Back then, its charms were not immediately apparent. It was – is – about a woman cheating on her husband with a chef in Provence; it felt as if the story was secondary to all the nice things on display. The cast members were all attractive and the characters lived in houses so beautiful that it made me angry. “That wasn’t a drama,” sniffed one of the other jurors as we filed out of the screening. “That was a tourism advert.”
But, God, things have changed since then. When I noticed about a week ago that Torn had materialised on Channel 4’s streaming platform, I decided it was time for a reappraisal. I don’t know if I have changed in the past couple of years, or if the entire world has changed around me (which, of course, it has), but I am now obsessed with Torn. Somehow, it has blossomed into perfect lockdown telly. Allow me to lay out why Torn will be your new favourite show.
First, obviously, there is lockdown to contend with. All the things that put me off are now things I am desperate to experience again. Watching a series set against a Provençal paradise – all big stone buildings and vivid greens, air so warm that you can almost smell it – is the closest that most of us will get to a foreign holiday for the foreseeable future. The fact that the cast – led by Julie Gayet and Bruno Debrandt (Brémont in Spiral) – is preposterously attractive helps, too. This is not a show that requires close scrutiny. It is a bath for your brain and, good lord, your brain needs a bath.
Second, many of us have just watched a much worse version of Torn in The Undoing. As with The Undoing, everyone on Torn is rich and glossy. As with The Undoing, a woman dies early on. As with The Undoing, the narrative propulsion comes from trying to work out whether or not the primary suspect did it.
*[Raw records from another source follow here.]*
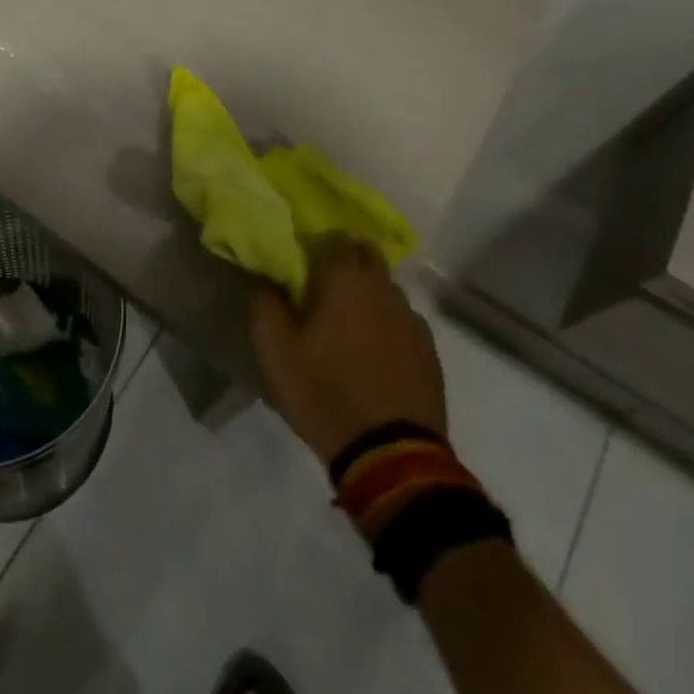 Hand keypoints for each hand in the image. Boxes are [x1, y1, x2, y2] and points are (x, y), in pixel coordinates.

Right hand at [249, 235, 447, 465]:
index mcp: (346, 281)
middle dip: (345, 261)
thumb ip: (265, 304)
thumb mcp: (275, 351)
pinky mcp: (429, 352)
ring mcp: (412, 321)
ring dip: (367, 294)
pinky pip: (402, 321)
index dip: (316, 243)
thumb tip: (266, 278)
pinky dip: (385, 324)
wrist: (392, 456)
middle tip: (320, 286)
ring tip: (346, 322)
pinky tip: (372, 351)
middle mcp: (385, 290)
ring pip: (386, 290)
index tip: (300, 259)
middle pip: (367, 256)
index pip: (335, 238)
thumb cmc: (325, 393) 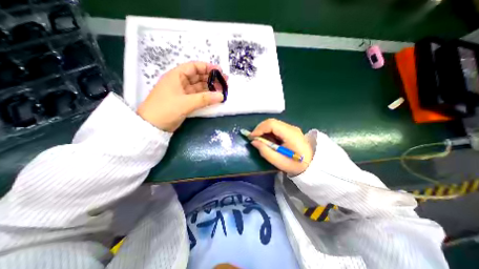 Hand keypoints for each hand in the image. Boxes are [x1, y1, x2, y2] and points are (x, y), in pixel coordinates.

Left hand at [137, 61, 226, 131]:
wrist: (152, 126)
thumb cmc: (165, 109)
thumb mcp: (186, 103)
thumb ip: (204, 99)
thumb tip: (221, 96)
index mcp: (176, 76)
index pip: (194, 67)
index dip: (207, 67)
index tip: (220, 72)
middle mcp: (180, 82)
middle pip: (198, 77)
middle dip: (211, 79)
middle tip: (224, 83)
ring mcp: (182, 93)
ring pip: (199, 88)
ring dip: (210, 89)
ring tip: (222, 91)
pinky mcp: (184, 102)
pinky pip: (198, 97)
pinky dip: (206, 97)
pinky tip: (214, 98)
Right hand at [251, 118, 314, 174]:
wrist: (311, 165)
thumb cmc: (295, 165)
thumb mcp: (278, 161)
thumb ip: (265, 151)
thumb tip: (253, 141)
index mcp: (290, 134)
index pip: (272, 124)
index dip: (259, 128)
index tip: (252, 137)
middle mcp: (291, 128)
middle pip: (271, 122)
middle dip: (260, 129)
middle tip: (254, 138)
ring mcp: (291, 128)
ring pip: (273, 124)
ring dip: (264, 130)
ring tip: (260, 140)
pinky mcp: (290, 130)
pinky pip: (276, 128)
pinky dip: (269, 132)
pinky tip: (268, 140) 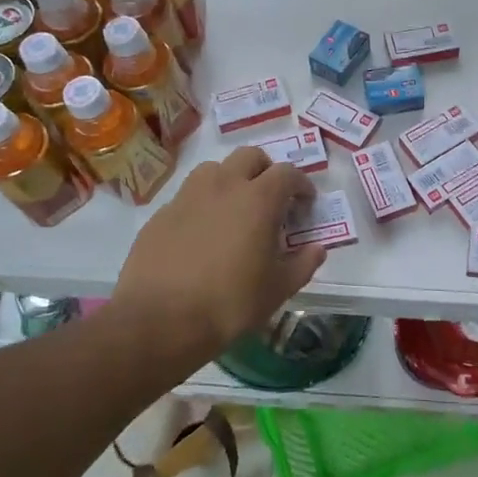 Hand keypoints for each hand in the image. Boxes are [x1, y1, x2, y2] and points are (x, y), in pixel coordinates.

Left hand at [111, 147, 326, 365]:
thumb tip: (317, 248)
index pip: (288, 173)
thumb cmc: (230, 303)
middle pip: (249, 156)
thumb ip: (303, 264)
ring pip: (215, 169)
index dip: (301, 184)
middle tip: (271, 198)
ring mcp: (188, 196)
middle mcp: (223, 186)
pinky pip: (188, 196)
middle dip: (265, 170)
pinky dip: (203, 204)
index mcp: (258, 199)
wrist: (160, 320)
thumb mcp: (278, 289)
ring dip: (231, 180)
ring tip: (234, 209)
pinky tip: (202, 234)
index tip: (305, 202)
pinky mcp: (161, 214) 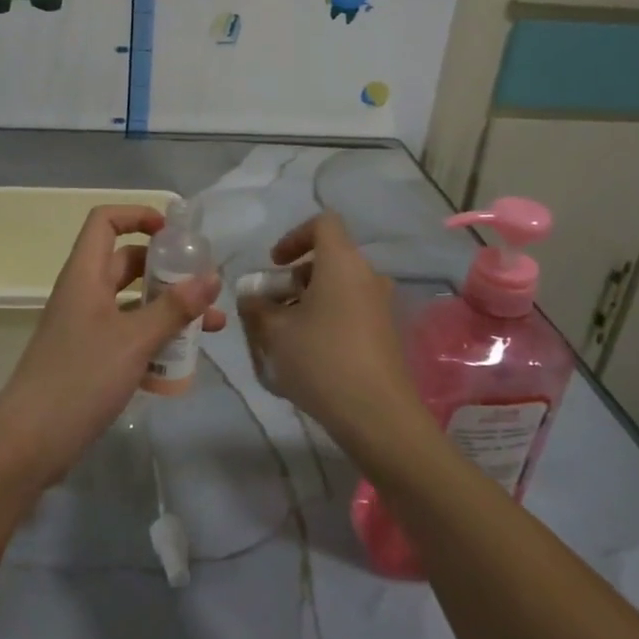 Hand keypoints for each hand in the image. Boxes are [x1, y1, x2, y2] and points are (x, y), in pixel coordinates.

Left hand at [0, 206, 223, 487]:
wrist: (30, 442)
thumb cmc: (80, 378)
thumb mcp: (134, 339)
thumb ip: (174, 308)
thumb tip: (211, 277)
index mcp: (85, 276)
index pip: (105, 222)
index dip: (137, 216)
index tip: (173, 234)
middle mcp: (84, 294)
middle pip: (126, 263)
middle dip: (167, 271)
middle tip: (204, 286)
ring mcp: (85, 328)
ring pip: (132, 304)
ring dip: (169, 310)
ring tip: (211, 327)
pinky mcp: (90, 359)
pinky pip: (128, 336)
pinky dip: (155, 340)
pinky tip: (184, 362)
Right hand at [239, 211, 426, 456]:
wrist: (377, 415)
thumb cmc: (321, 360)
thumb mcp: (274, 332)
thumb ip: (256, 308)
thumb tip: (251, 299)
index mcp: (342, 263)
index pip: (323, 223)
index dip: (294, 236)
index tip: (274, 264)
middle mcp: (367, 276)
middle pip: (329, 260)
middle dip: (294, 278)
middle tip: (271, 307)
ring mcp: (381, 306)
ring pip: (339, 288)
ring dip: (309, 301)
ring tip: (284, 335)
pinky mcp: (387, 333)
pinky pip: (351, 311)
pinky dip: (327, 319)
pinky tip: (309, 354)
In The Undoing, though, there was only ever one person who could have done it; each episode between the first and the finale was spent trying to distract you from the inevitable. In Torn, the culprit could be anyone. Its original title – Soupçons, which apparently translates as “Suspicions” – is perfect, because everyone is shifty as hell. Provence, it transpires, is riddled with potential murderers. All the players, from the victim’s husband to a former lover, drip with feasible motives. The local police chief looks like a bad’un as well, not least because of whom he is married to. Even the woman herself is not out of the running. Basically, if you hurled a rock at the south of France, it would hit someone who wanted her dead.
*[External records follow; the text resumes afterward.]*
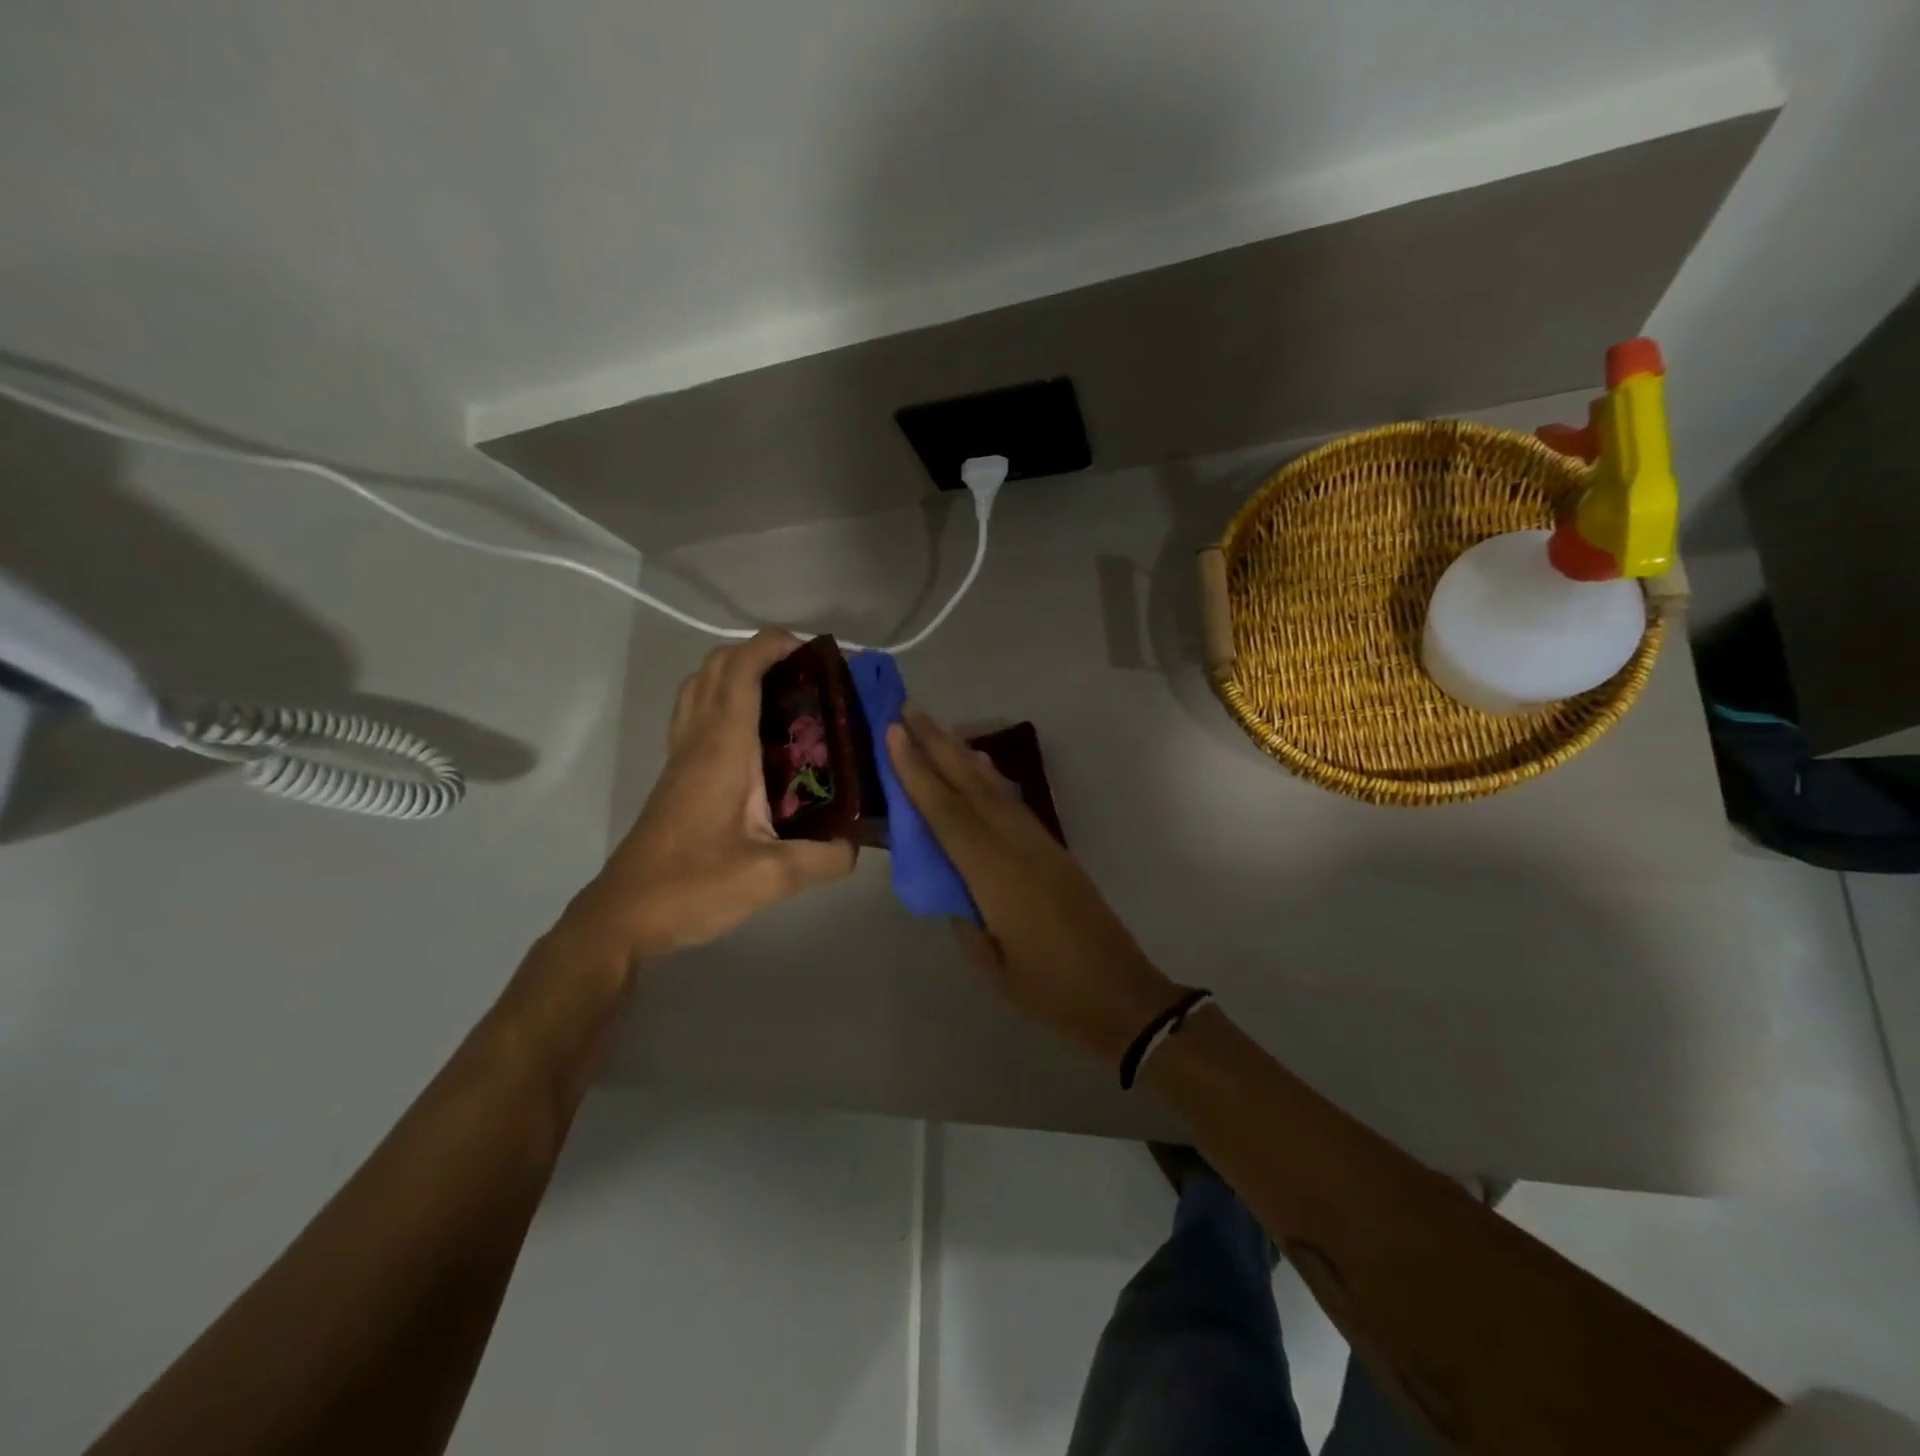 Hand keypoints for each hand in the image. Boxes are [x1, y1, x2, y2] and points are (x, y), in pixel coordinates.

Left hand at [568, 630, 856, 962]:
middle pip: (716, 667)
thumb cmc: (692, 888)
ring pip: (700, 687)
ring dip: (737, 672)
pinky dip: (724, 700)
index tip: (814, 651)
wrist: (624, 916)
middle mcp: (698, 741)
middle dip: (759, 652)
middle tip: (806, 674)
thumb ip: (823, 858)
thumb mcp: (770, 878)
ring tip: (784, 694)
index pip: (740, 672)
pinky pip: (697, 714)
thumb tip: (856, 845)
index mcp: (722, 750)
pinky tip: (757, 736)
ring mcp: (681, 756)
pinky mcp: (676, 775)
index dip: (773, 646)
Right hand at [885, 707, 1179, 1063]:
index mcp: (998, 877)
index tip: (894, 734)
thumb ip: (964, 916)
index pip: (948, 815)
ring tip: (933, 726)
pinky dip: (989, 778)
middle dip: (936, 745)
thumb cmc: (1051, 992)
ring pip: (994, 788)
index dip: (918, 772)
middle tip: (907, 709)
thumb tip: (948, 880)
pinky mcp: (1054, 849)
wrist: (1123, 995)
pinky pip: (1013, 803)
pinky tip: (978, 766)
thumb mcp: (991, 966)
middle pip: (971, 786)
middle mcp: (1019, 847)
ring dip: (961, 754)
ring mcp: (1041, 844)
If you thought the final episode of The Undoing stretched the boundaries of credibility, you need to watch Torn. It is basically a gripping five-part drama with someone’s most ostentatiously absurd cheese dream stapled on to the end of it. The show is incredible when it comes to “What the hell?” twists, batting the ball into someone else’s court just when everything looks sewn up, but the finale blasts the whole thing into space. There are ways to blow up a show. Hugh Grant’s helicopter chase in The Undoing is a five out of ten. Torn’s denouement is a trillion out of ten. If you really want to stupefy people, this is how to do it.
Finally, it is French. I know it is stupid to judge a television programme by its country of origin – by that rationale, The Goop Lab is as good as Breaking Bad because it is also American – but, look, the end of Call My Agent! has left a hole. I want to watch another show where stylish people go about their day in a language I barely understand – and you have no right to deny me that.
Torn is nothing like Call My Agent!, though. It is not as funny or intelligent and there are fewer punishingly overt moments of product placement (at no point does anyone mourn the loss of the dead lady by crying over a box of Mikado), but it is still French. Sometimes, that is enough. If you need a more tangible connection, Gayet appeared in two episodes of Call My Agent! as herself. That is something, right?
There are only six episodes of Torn. A second series is unlikely, perhaps in part because I didn’t heap praise on it two years ago. But, still, what exists of it is brilliant. I just didn’t realise it until now.